I'll give this a shot. Others may disagree but here's what I know as well as what I think/believe...

I believe that the theory behind that the increasing diameter pipe is for both noise management as well as cooling & air velocity. When people talk about tuning exhausts, headers, etc. it's only in the first primary tubes up to either the X, H, or Y sections. Once you pass the X,H or Y the goal is to get it out as quickly and easily as possible. By going to a larger bore tube you slow down the gas velocity which gives it more time in the system to cool, burn and quiet down before exiting the car. It makes it easier to be less restrictive because you now have a slower gas moving through the baffles of the muffler. This is a good idea and why many setups increase in diameter.

I assume when you say same design you mean increasing in diameter. It's all about gas velocity when you talk about increasing bores and pipe dia. A 2.0L 4-cyl at 4,000rpm will move just as much air as a 4.0L V-8 at 2,000rpm. Little screamers (like the Nissan motor or an S14) If you calculate the soft rev limits of each motor as well as the displacement I'll bet you'll find that they will put out similar air flow. I'm having a brain fart moment so I'll leave the math & cubic volumes calcs up to you :-)

To add to this - this is EXACTLY WHY we don't use HUGE exhausts on street motors. To have a 4-cylinder motor that NEEDS an exhaust that big it must have some work done to it. If you just strap on a huge open exhaust you can lose power, burn out valves (it's true) and the only thing you will increase is NOISE. IMO BMW is superior in their design for appropriate performance applications. They got it pretty good the first time around so the rule of thumb is that usually increase in displacement = increase in exhaust dia. If not the stock setup can be improved with more free flowing mufflers & perhaps a header to begin with. Once you start increasing CR and adding cam (which means revs are also increased) then you start moving your power band up which means your air pump will move more air and then you have a legit reason to bolt on a larger exhaust. Bottom line is you want to tune your exhaust runners (at the manifold/header) for your power band. You will find that different diameters and bores will move your torque and power curve.

(all my opinion which I hope is somewhat educated) I would say that auto manufacturers take into account things like the "cool factor" of dual exhausts as well as the cost associated with producing a manifold setup for V motors. You'll notice that just about every straight 4,5 or 6-cyl motor has single exhaust which I would speculate is due to cost. BMW runs two paralell pipes but they are still joined at the X, cat & muffler. The manufacturer does what it does to sell cars and make profit which isn't always the best from a performance, track or autox point of view.
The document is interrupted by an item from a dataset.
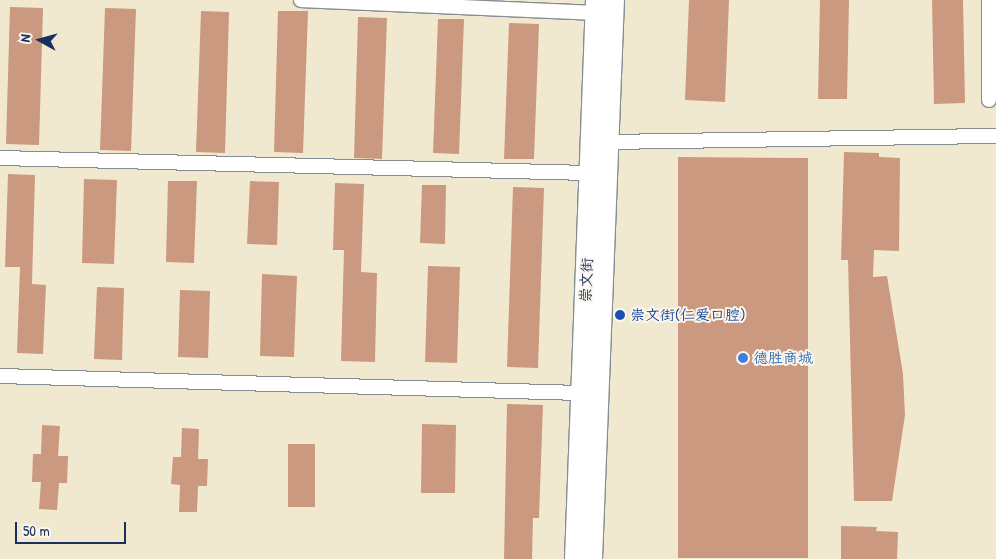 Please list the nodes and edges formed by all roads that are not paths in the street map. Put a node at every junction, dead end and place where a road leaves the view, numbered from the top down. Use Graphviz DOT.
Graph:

With that aside, I still say that 99% of the exhaust is in the header before the X, H or Y pipes. Once your tuning is done then you want to do whatever you can to get the exhaust out of the car quickly and easily. The only reason why most of you guys run mufflers is to get below your noise requirements (95db @ 50ft for example) but if there were no noise requriements I'd speculate that most if not all track cars would just run a header and a short one part open pipe. V motors would run two headers and two open pipes - K.I.S.S.
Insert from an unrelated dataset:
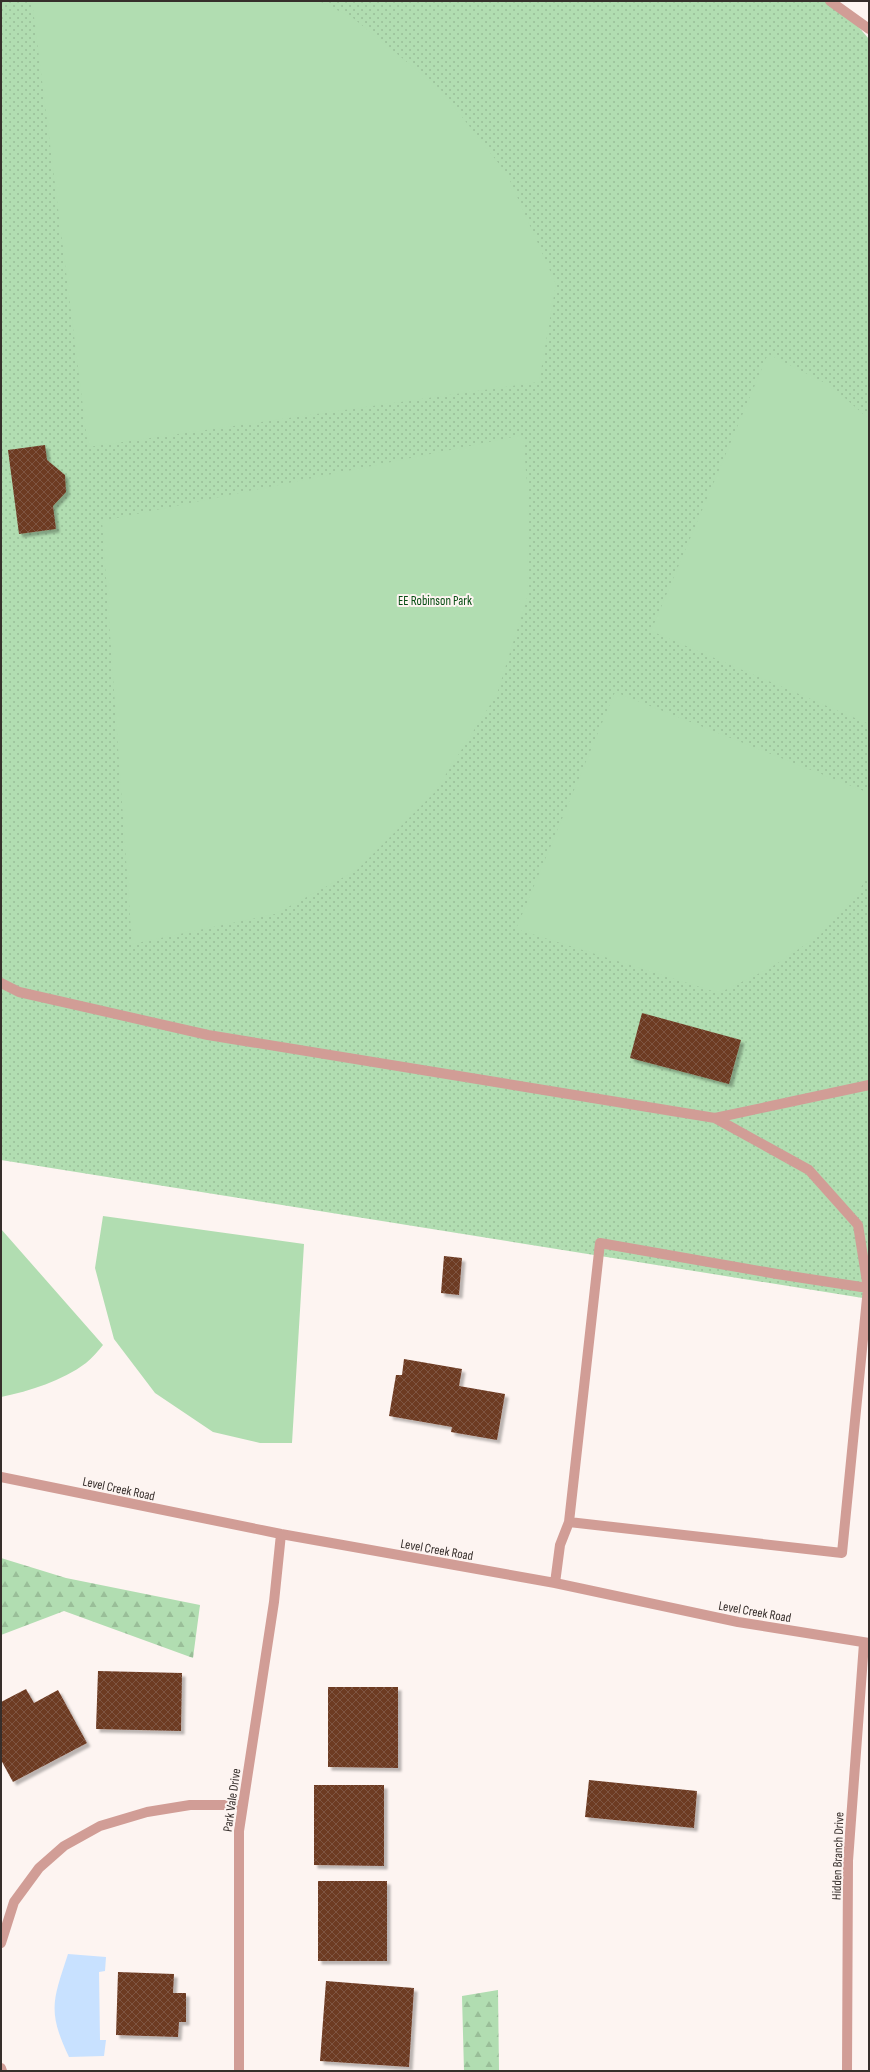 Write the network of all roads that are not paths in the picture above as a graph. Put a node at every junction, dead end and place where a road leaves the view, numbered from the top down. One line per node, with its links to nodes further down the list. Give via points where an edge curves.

I'm not 100% sure I follow however 'there is no replacement for displacement' isn't just a big 'Merican Musscle slogan. A stroked 3.0L m20 is going to give you more torque and HP than a stock 2.5L even both in relativly stock form. Depending on what m20 you have you could do some headwork to improve flow, intake TB can be enlarged (unless you have the big one already), exhaust, cam, etc. This is a new motor to me so I can't say with absolute certanty but you usually have ~7rwhp each in the intake & exhaust to gain from stock (imo), and more to be had with things like chip, fuel delivery, ignition control, cam, increase CR, and finally increase displacement.

Hope that answers a few things....

very nicely put winston....do much engineering?

Wow, thanks... that was really informative.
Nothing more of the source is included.